100 Million Pennies For Your Thoughts? DEA Hands MuckRock A $1.4 Million Estimate For Responsive Documents
from the one-agency's-pocket-change-is-another-entity's-small-fortune dept
The EFF recently kicked off a contest for the “most outrageous response to a Freedom of Information Act request” and we already have a frontrunner for the first inaugural “Foilie.” MuckRock’s loose confederation of FOIA rabblerousers has been hit with a $1.4 million price tag for John Dyer’s request for documents related to the “localization and capture” of Mexican drug lord “El Chapo.” (Or Joaquin Guzman, as he was presumably known to his mom.)
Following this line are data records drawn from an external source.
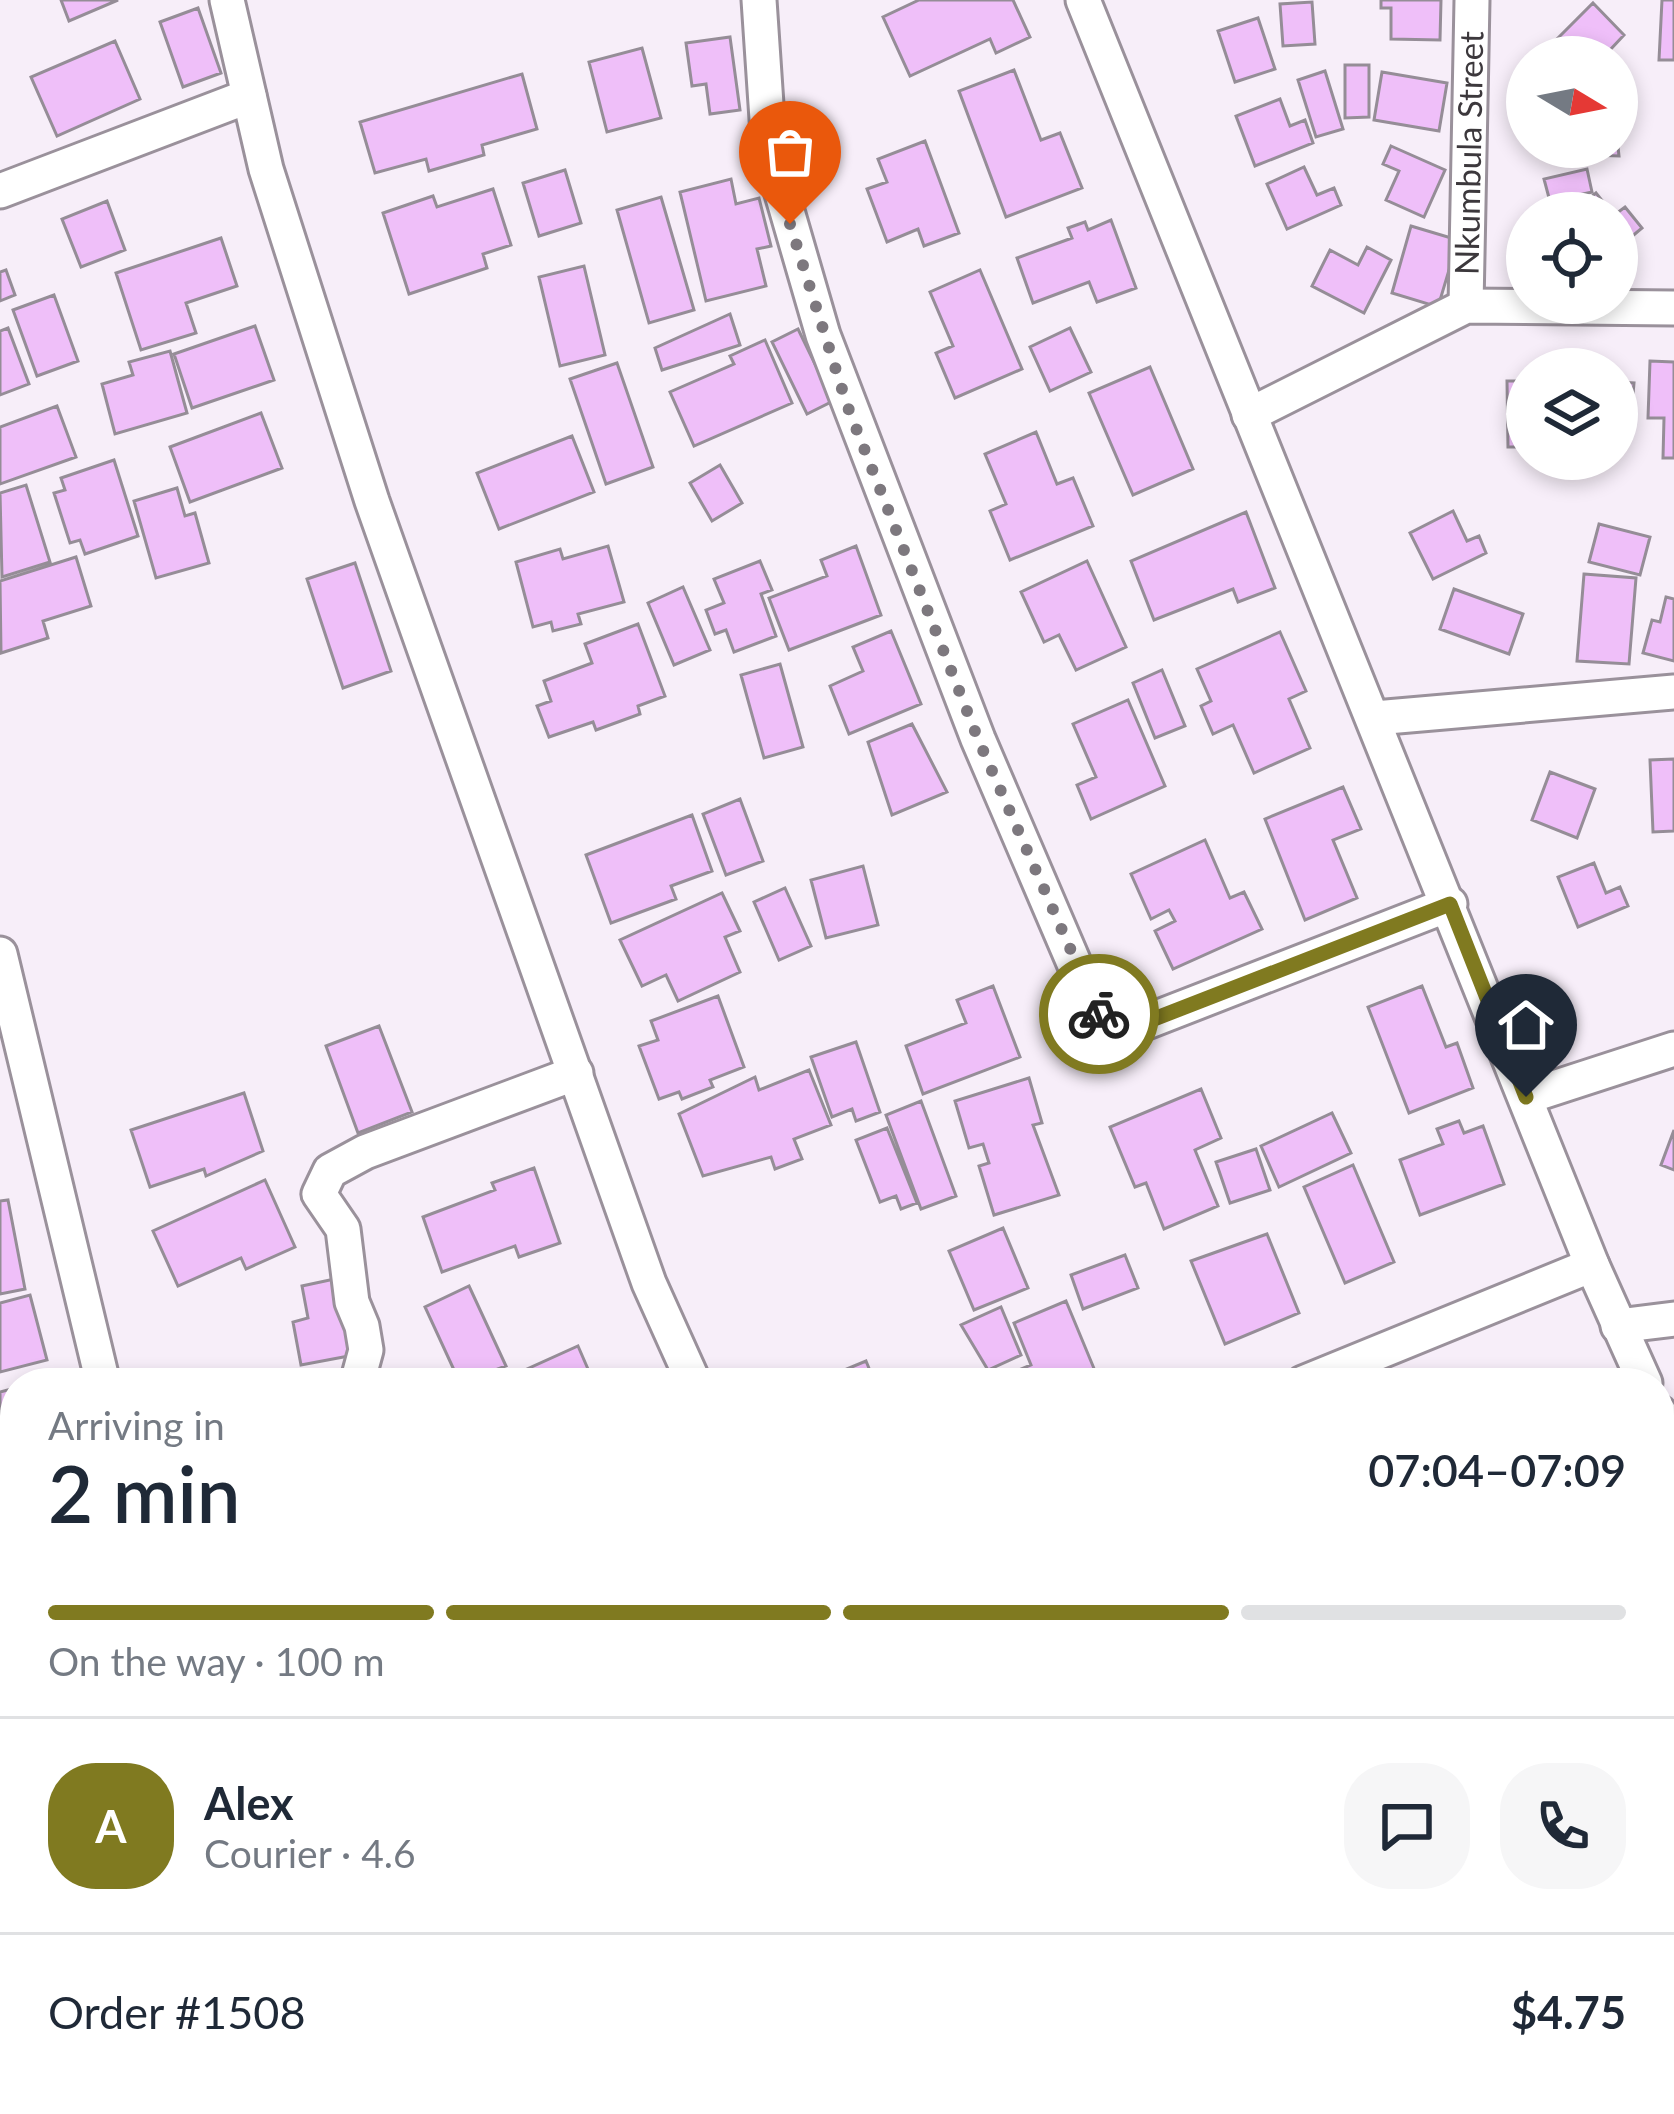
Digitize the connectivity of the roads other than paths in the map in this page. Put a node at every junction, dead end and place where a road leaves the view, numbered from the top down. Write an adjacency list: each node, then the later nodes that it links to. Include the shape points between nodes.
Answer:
1 (227, 0): 5 (street)
2 (759, 0): 12 (street, via 770,149 823,335 969,717 1092,1005 1114,1024 1136,1026)
3 (1083, 0): 9 (street)
4 (1472, 0): 7 (street, Nkumbula Street)
5 (249, 96): 6 (street); 15 (street, via 372,501)
6 (0, 190)
7 (1466, 306): 8 (street); 9 (street)
8 (1674, 308)
9 (1249, 415): 11 (street)
10 (1674, 692): 11 (street)
11 (1375, 718): 12 (street)
12 (1450, 904): 16 (street)
13 (0, 953): 20 (street)
14 (1674, 1049): 16 (street)
15 (576, 1073): 21 (street, via 404,1135 330,1171 320,1194 343,1228 364,1338); 22 (street)
16 (1526, 1097): 17 (street)
17 (1592, 1265): 19 (street); 23 (street)
18 (1674, 1319): 19 (street)
19 (1618, 1326): 24 (street)
20 (99, 1368)
21 (359, 1368)
22 (687, 1368)
23 (1340, 1368)
24 (1638, 1368)

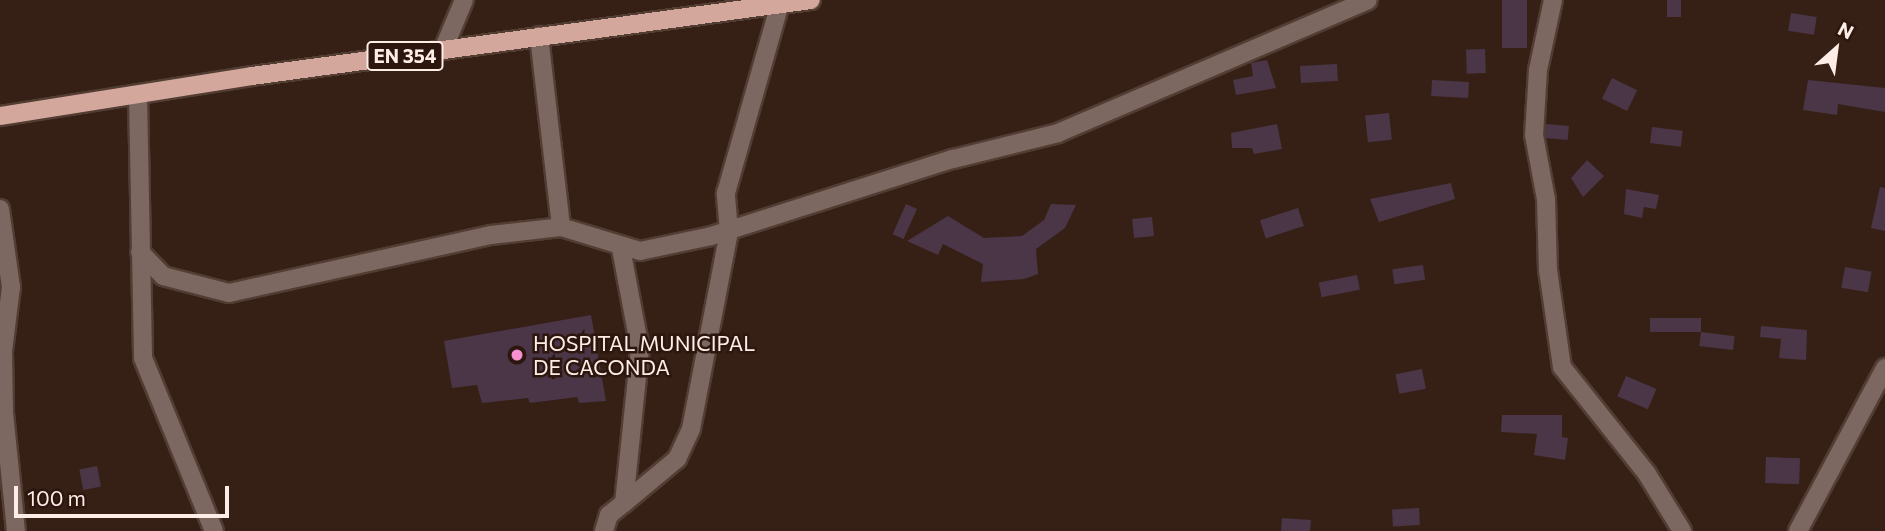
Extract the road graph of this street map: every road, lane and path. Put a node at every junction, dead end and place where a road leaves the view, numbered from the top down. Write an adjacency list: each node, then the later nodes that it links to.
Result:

The price tag for the requested documents is almost absurdly high. Almost. There are some mitigating factors that might keep this request from snagging the coveted “Foilie.” For one, there’s a whole lot of responsive documents.
In fairness, the request is quite broad in scope, and the estimated 13,051 case files would create considerable workload.
But on the other hand, the estimate seems to have been pulled out of thin air, rather than based on any actual calculations.
But assuming that $200,000 of that fee came from photocopying (which would put the total number of pages at two million), that would put the time estimate at over 40,000 hours, or 1785 days. That’s almost five years of constant work without breaks.
And while $1.4 million may be pocket change for an agency with a budget in the low billions, it’s a much bigger number than MuckRock’s system is built to handle. Attempting to punch this estimated total into the “Cost” field returned a “What is this? A phone number??!?” error.
Naturally, the DEA has denied MuckRock’s requested fee waiver, citing a whole page worth of reasons, but really mainly because there’s no way it would kick 13,000 documents loose without collecting a substantial amount from the requester. On the other hand, this sky-high fee runs counter to the intended purpose of the Freedom of Information laws: to “free information.” That doesn’t mean it should necessarily be “free,” but it does mean that agencies are supposed to do their best to ensure the public isn’t priced out of accessing information.
This request will have to be narrowed considerably if MuckRock hopes to obtain anything on this subject from the DEA. While it does have crowdfunding options, the chances of donors putting together over a million dollars seems unlikely. And the DEA itself could use some guidance on putting together fee estimates, seeing as some simple math exposes how its $1.4 million quote is completely unmoored from reality.